I walked under the tree. The hard ground was stained with dark blotches. My stomach churned at the thought of what had happened in this unholy place.

“Somebody left us a greeting,” Abraham said. “That would be the Klan.”

He was pointing behind me, to the trunk of a sycamore tree. About five feet up, someone had used an odd-looking white nail to attach a plank with crude lettering on it:

BEWARE ALL COONS! BEWARE ALL COON LOVERS!
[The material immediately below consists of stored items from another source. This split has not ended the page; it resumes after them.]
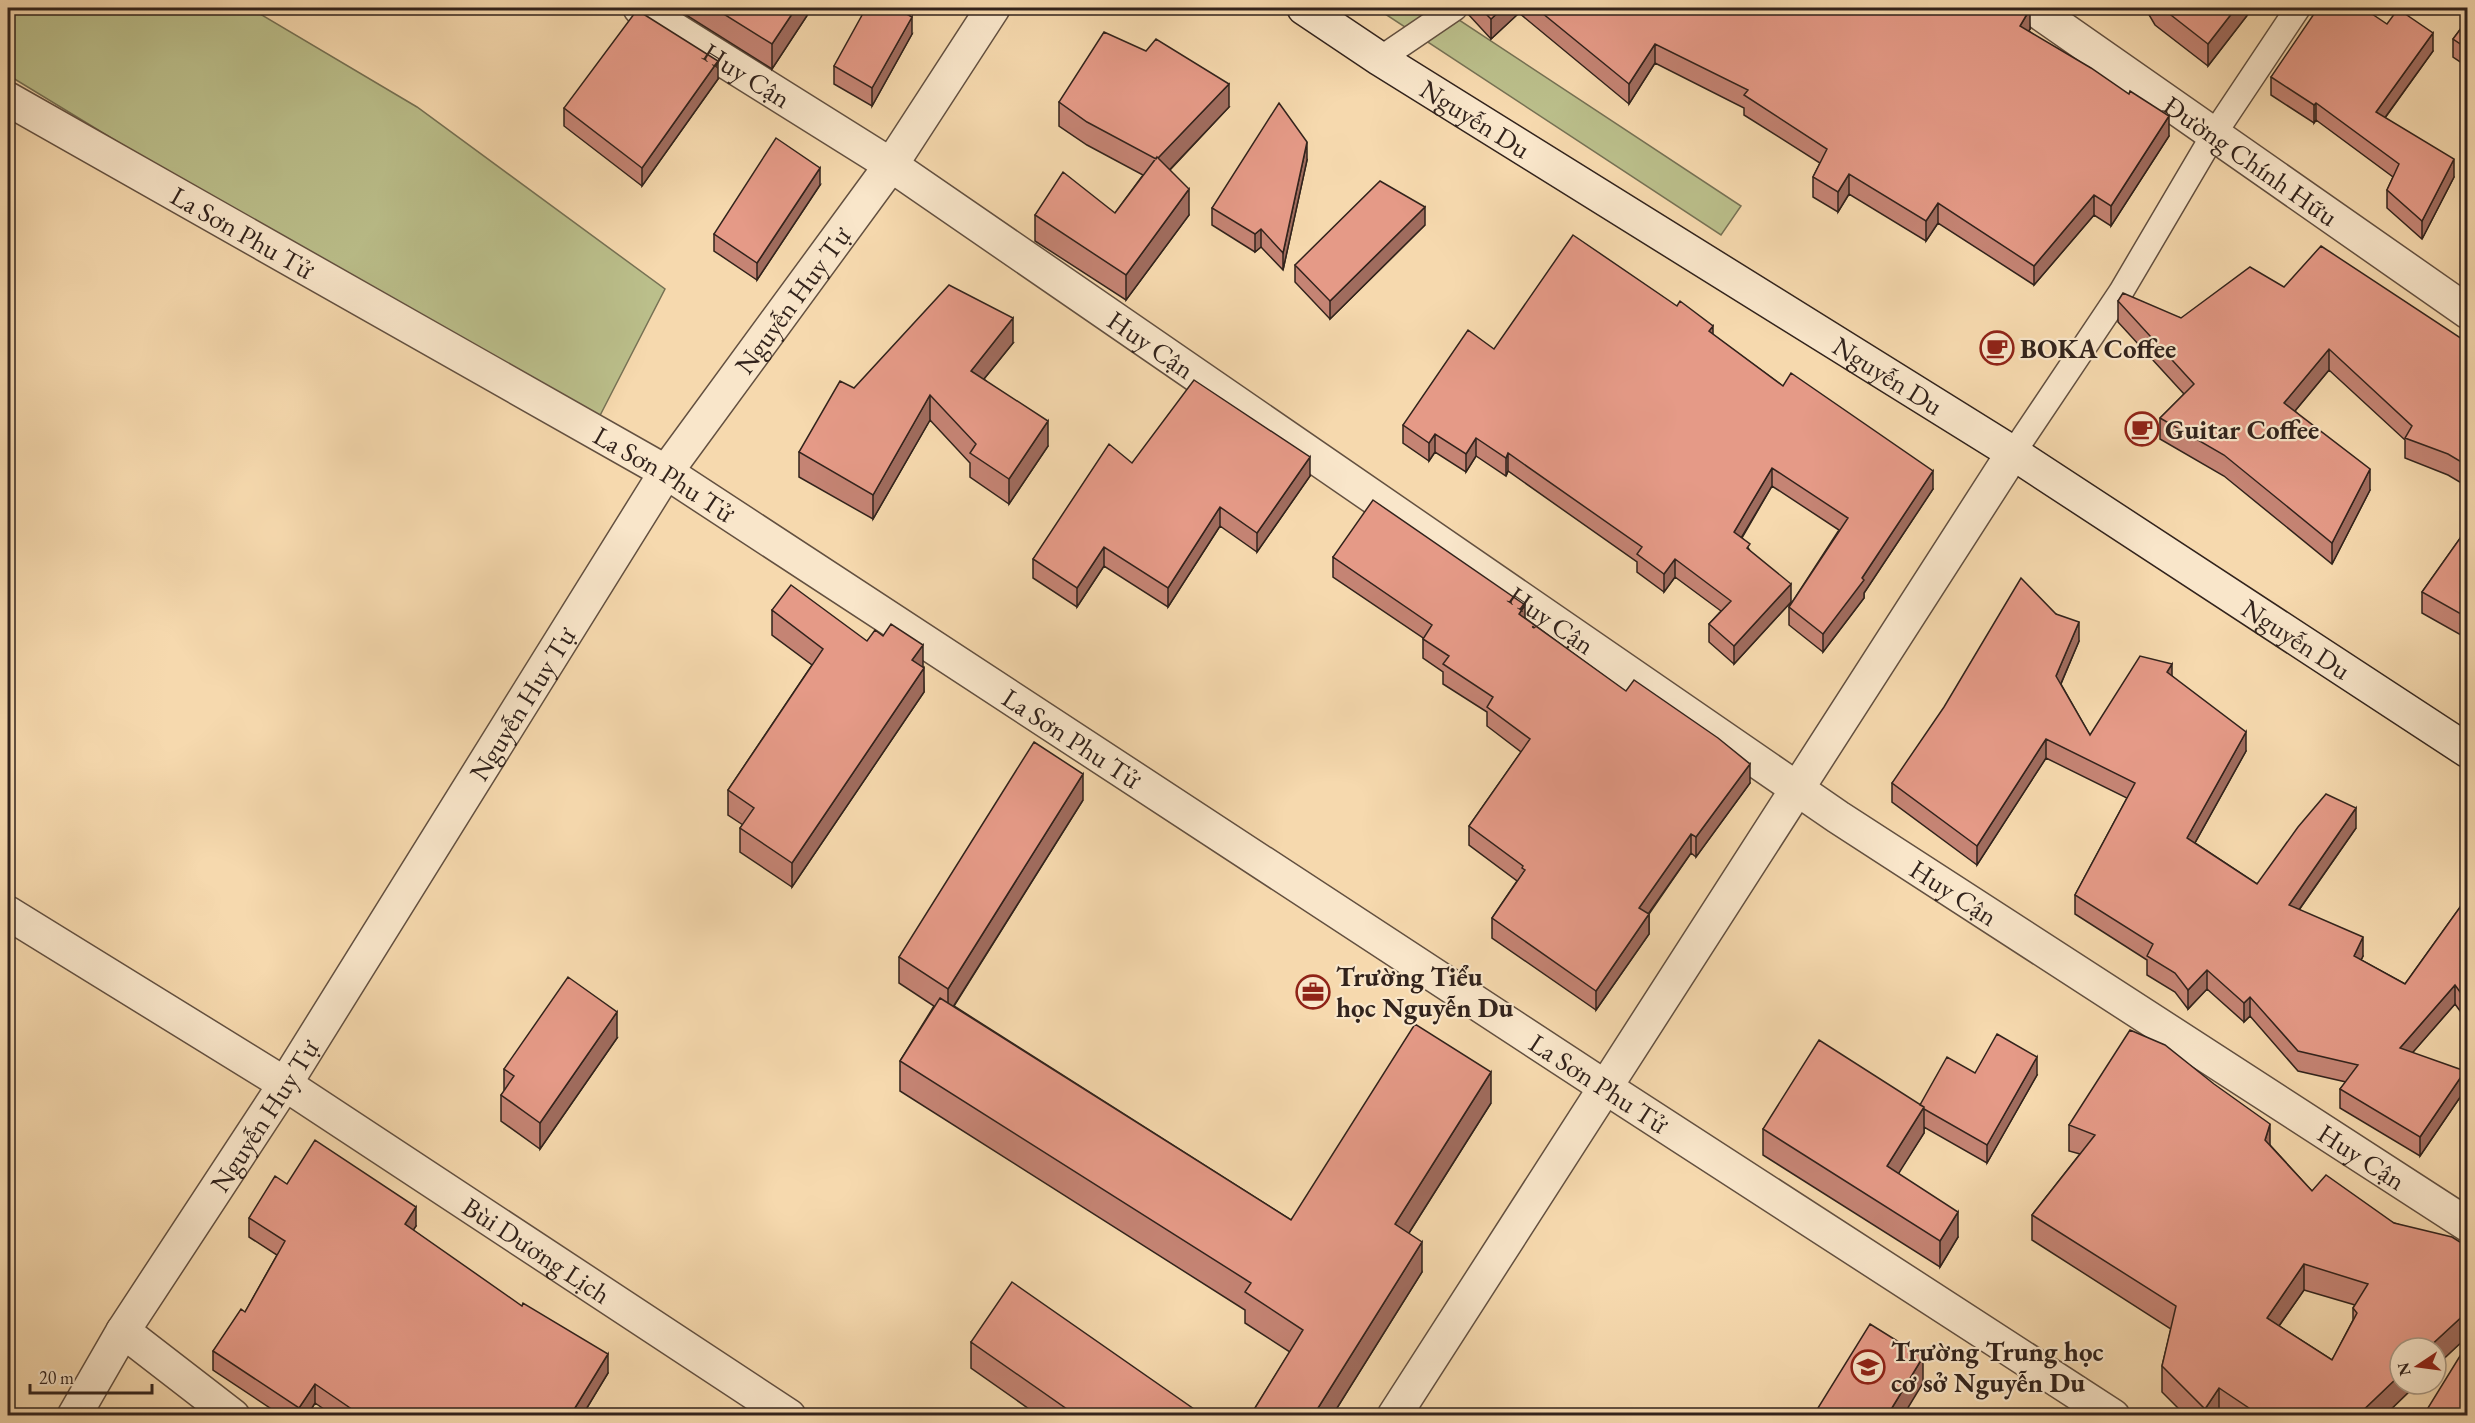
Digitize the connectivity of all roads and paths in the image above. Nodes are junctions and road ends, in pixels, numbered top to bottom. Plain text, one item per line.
1 (640, 8) edge
2 (993, 8) edge
3 (1304, 8) edge
4 (1455, 8) edge
5 (2033, 8) edge
6 (2298, 8) edge
7 (1380, 59) junction
8 (8, 99) edge
9 (2214, 134) junction
10 (891, 165) junction
11 (2468, 312) edge
12 (2013, 453) junction
13 (666, 472) junction
14 (2468, 752) edge
15 (1797, 789) junction
16 (8, 913) edge
17 (285, 1084) junction
18 (1605, 1088) junction
19 (2468, 1225) edge
20 (123, 1331) junction
21 (74, 1416) edge
22 (233, 1416) edge
23 (789, 1416) edge
24 (1394, 1416) edge
25 (2113, 1416) edge

1 - 10 street, Huy Cận
2 - 10 street, Nguyễn Huy Tự
3 - 7 street, Nguyễn Du
4 - 7 lane
5 - 9 street, Đường Chính Hữu
6 - 9 lane
7 - 12 street, Nguyễn Du
8 - 13 street, La Sơn Phu Tử
9 - 11 street, Đường Chính Hữu
9 - 12 lane
10 - 13 street, Nguyễn Huy Tự
10 - 15 street, Huy Cận
12 - 14 street, Nguyễn Du
12 - 15 street
13 - 17 street, Nguyễn Huy Tự
13 - 18 street, La Sơn Phu Tử
15 - 18 street
15 - 19 street, Huy Cận
16 - 17 street, Bùi Dương Lịch
17 - 20 street, Nguyễn Huy Tự
17 - 23 street, Bùi Dương Lịch
18 - 24 street
18 - 25 street, La Sơn Phu Tử
20 - 21 street, Nguyễn Huy Tự
20 - 22 street

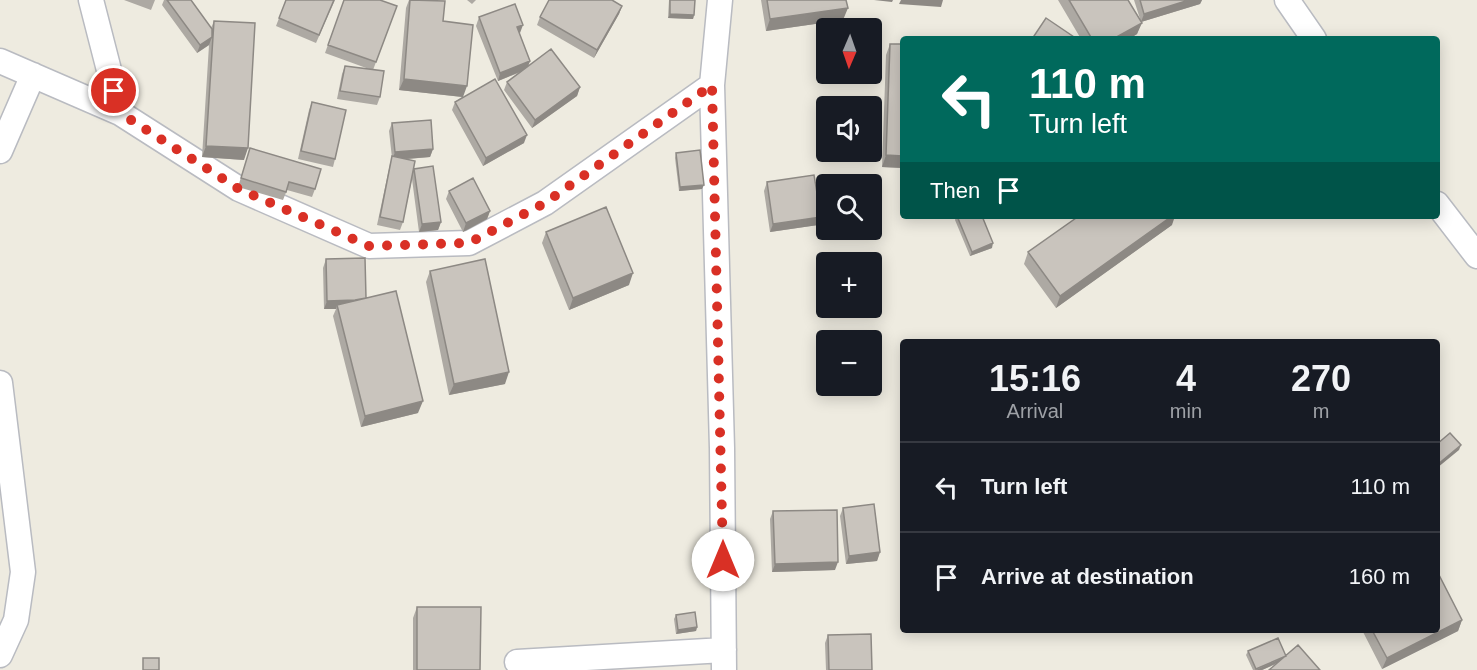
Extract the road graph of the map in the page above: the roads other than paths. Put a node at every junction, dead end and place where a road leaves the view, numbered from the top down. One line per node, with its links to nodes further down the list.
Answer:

“I’ve never seen a nail that color,” I said.

“You never seen a nail made out of human bone?” said Abraham.

I shuddered, reaching up to haul the plank down.

“Don’t waste your strength, Mr. Corbett,” he said. “You pull that one down today, there’ll be a new sign up there next week.”

His face changed. “We got company,” he said.

Chapter 35

THE DOUBLE-BARRELED SHOTGUN pointed our way was almost as big as the girl holding it. It was so long and heavy I was more afraid she would drop it and discharge it accidentally than that she might shoot us on purpose.

Abraham said, “What you fixin’ to do with that gun? That ain’t no possum you aimin’ at.”

I was distracted by the fact that she was very serious and very pretty. She wore a simple cotton jumper, stark white against the smooth brown of her skin. A perfect face, with delicate features that betrayed the fierceness of her attitude. Deep brown eyes flashed a steady warning: keep away from me.

“What y’all doing messin’ around the lynching tree?” she said.

“You know this girl, Abraham?”

“I surely do. This is Moody. Say hello to Mr. Corbett.”